Collected data:
----------
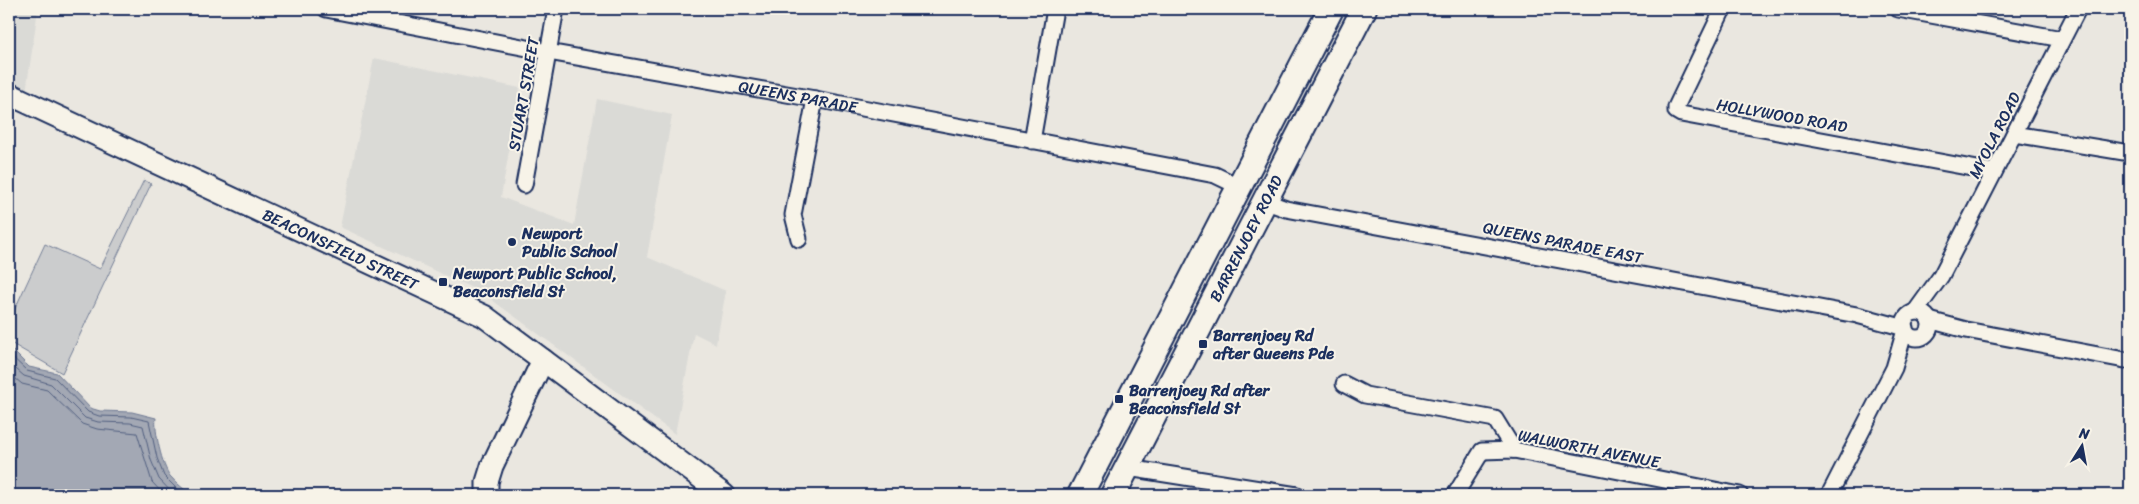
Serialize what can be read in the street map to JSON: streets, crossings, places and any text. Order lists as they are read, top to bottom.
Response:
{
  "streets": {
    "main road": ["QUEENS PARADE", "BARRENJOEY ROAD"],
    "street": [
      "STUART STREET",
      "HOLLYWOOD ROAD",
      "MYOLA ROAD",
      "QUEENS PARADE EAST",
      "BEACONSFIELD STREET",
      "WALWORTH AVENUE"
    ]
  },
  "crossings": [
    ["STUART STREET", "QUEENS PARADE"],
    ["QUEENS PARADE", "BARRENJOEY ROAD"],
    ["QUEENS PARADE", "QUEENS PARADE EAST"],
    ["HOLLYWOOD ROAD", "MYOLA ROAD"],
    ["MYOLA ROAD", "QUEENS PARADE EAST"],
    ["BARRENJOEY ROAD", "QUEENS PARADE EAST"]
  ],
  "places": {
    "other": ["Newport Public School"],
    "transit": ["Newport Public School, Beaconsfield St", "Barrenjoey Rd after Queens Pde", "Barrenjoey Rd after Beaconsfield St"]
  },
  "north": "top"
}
----------
**YOUR OBJECTIVE**
Output a precise copy of the entries, leaving the images out.

**WRITTEN ANSWER**
Serialize what can be read in the street map to JSON: streets, crossings, places and any text. Order lists as they are read, top to bottom.
Response:
{
  "streets": {
    "main road": ["QUEENS PARADE", "BARRENJOEY ROAD"],
    "street": [
      "STUART STREET",
      "HOLLYWOOD ROAD",
      "MYOLA ROAD",
      "QUEENS PARADE EAST",
      "BEACONSFIELD STREET",
      "WALWORTH AVENUE"
    ]
  },
  "crossings": [
    ["STUART STREET", "QUEENS PARADE"],
    ["QUEENS PARADE", "BARRENJOEY ROAD"],
    ["QUEENS PARADE", "QUEENS PARADE EAST"],
    ["HOLLYWOOD ROAD", "MYOLA ROAD"],
    ["MYOLA ROAD", "QUEENS PARADE EAST"],
    ["BARRENJOEY ROAD", "QUEENS PARADE EAST"]
  ],
  "places": {
    "other": ["Newport Public School"],
    "transit": ["Newport Public School, Beaconsfield St", "Barrenjoey Rd after Queens Pde", "Barrenjoey Rd after Beaconsfield St"]
  },
  "north": "top"
}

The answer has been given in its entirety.